Just in time for Halloween, the World Congress of Families is coming to Salt Lake City to put the fear of God into us.

Described by its own leaders as a gathering of scholars and activists who support "the natural family," and by its many detractors as no less than a hate group, the WCF will bring folks of all colors and nationalities to downtown Salt Lake for four days starting Tuesday.

Be nice. Explain to them what the free fair zone is before they get ripped off by buying TRAX tickets they don't need.

Saying that families are, or should be, cozy places for adults to support one another and raise healthy children is like saying water is wet. On the surface, it doesn't sound like the WCF agenda, basically the conservative religious view that "traditional" families are best, is either profound or dangerous.

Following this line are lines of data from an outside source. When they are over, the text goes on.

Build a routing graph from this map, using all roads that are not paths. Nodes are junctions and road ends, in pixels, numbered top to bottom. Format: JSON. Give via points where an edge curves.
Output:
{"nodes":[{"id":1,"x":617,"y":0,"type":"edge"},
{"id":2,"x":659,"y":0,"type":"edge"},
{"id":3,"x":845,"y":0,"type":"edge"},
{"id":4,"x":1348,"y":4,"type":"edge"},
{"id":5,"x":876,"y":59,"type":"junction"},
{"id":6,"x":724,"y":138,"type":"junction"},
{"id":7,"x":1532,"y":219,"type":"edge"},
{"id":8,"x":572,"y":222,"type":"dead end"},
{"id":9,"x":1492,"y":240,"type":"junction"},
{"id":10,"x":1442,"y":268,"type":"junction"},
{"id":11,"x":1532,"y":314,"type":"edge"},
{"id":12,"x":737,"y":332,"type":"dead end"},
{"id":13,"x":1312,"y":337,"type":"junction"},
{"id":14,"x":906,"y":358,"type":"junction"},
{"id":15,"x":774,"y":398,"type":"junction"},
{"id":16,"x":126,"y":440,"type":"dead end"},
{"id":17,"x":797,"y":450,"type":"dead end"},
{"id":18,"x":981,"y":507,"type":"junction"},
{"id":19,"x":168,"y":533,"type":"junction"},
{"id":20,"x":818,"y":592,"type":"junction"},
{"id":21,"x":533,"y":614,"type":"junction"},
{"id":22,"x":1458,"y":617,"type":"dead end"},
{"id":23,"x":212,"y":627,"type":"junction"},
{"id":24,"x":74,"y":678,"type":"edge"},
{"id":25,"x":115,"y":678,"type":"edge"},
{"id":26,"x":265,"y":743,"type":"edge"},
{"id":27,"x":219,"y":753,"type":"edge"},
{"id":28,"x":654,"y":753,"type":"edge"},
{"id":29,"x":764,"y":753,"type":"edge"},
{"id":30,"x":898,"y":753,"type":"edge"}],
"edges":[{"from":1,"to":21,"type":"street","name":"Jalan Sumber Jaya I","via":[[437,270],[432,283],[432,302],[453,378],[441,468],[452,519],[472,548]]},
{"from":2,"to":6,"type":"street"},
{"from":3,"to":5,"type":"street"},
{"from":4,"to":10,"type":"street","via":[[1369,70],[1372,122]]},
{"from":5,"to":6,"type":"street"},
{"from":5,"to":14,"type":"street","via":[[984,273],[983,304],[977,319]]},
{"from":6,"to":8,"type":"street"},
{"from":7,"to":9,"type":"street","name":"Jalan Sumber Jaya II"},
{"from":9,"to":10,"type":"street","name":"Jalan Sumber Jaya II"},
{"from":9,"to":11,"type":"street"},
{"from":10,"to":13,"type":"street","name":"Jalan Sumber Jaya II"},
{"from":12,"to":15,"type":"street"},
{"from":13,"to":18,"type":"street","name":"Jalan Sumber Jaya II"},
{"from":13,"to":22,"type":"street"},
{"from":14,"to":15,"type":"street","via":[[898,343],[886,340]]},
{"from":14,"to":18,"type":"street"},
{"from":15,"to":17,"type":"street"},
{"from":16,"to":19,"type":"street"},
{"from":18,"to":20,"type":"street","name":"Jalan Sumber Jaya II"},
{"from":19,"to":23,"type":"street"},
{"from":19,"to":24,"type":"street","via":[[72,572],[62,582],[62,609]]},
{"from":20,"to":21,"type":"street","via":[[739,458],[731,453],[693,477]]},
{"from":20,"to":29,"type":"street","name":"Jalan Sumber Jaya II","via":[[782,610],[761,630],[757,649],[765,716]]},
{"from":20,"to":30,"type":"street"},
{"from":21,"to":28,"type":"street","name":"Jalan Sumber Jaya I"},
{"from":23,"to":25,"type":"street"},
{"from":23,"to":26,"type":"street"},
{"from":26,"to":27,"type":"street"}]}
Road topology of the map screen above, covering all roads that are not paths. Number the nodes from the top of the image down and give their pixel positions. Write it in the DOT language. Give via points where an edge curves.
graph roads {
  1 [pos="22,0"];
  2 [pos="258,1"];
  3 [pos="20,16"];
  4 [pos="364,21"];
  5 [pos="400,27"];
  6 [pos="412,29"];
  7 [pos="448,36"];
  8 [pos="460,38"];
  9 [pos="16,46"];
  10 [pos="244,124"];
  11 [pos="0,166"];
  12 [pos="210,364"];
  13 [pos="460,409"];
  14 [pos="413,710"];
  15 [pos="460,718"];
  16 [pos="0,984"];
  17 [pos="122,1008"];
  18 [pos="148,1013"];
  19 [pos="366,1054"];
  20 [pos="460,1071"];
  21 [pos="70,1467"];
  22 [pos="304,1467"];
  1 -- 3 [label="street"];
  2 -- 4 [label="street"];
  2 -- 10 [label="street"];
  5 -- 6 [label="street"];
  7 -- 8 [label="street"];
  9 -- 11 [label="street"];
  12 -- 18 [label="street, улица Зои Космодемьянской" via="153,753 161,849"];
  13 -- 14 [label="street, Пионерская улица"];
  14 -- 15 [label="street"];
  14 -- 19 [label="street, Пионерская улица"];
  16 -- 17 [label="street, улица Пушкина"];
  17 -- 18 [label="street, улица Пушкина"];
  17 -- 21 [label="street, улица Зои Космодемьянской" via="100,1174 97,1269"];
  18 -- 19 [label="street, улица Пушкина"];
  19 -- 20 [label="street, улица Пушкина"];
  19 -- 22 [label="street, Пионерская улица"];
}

Even though the convention will include speeches by, and awards to, people who have spread homophobic propaganda around the world, promoting horrid anti-gay legislation and violence in Russia, Africa and elsewhere, the WCF itself claims to be only a clearing house for information, not a promoter of hate or violence.

To people in Uganda and Ukraine, the threat of anti-gay government action and mob terror are real, and the ties to the WCF are credible. But what is undeniable, based on the convention's own published agenda, is how little the group has to say about the real issues facing real families in Utah.

I've got a family. It's natural. No genetically modified organisms or androids. A husband and wife who met in high school and have two strapping sons who think their parents are idiots. What's more natural than that? And, like a lot of folks, we've got concerns about the future of that family. So let's check the WCF agenda for:

• Economy. Mine is not the only household in the country being squeezed by the deliberate transfer of wealth from the bottom of the economy to the top, sucking out the middle class as it whizzes by. People who have jobs, two or three per household, can't keep up.

Wall Street bankers crater the economy and walk away. Rich folks call it socialism when we call on them to pay their fair share of taxes for schools and highways. The next generation is split between college-educated people who can't find real careers and folks knee-capped by living in ZIP codes where public education has collapsed.

And if the ideal is the traditional marriage where the female parental unit is a full-time mom, financial security is even further out of reach.

Are there WCF break-out sessions on any of that? No.

• Health care. Sure, my family has health insurance now. But it keeps getting more and more expensive and covers less and less of the actual cost of staying alive. The professional star I've hitched my family's wagon to is a dying industry and the threat that all of us may suddenly be without affordable access to the health care system looms very real. Our legislators won't do bupkus. And we've got alleged think-tankers out there saying that poverty causes people to be without health care, when the clear fact that is that being without health care causes poverty.

Anything on the WCF agenda about that? Nope.

• Violence. My family lives in a culture where any demented yahoo with a sexual inferiority complex can buy a platoon's worth of semi-automatic weapons and go out in blaze of deluded glory. And take my children with him.

Anything on the WCF program about that? No.

• Environment. In Salt Lake City, the greatest threat to the health of children, born and unborn, is the foul air.

What you got for me there, WCF? Yeah, yeah. Zilch

The focus of the WCF is that people are threatened by gay marriage, by contraception and abortion and by women who grasp the fact that the information economy negates the need for them to attach themselves to some big, smelly man and have lots of babies just to make their way in the world.

Those assumptions are morally, legally and, most important, demographically wrong. And destined, eventually, to fall.

But, as they go down for the third time, some WCF folks continue to promote their hatred of gays, threatening people in other countries, distracting us from real concerns here.

So, for most Utahns, is the World Congress of Families evil? No. It's much worse than that. It's useless.

George Pyle, a Tribune editorial writer, may be useless. But at least he's not a lawyer or a member of Congress.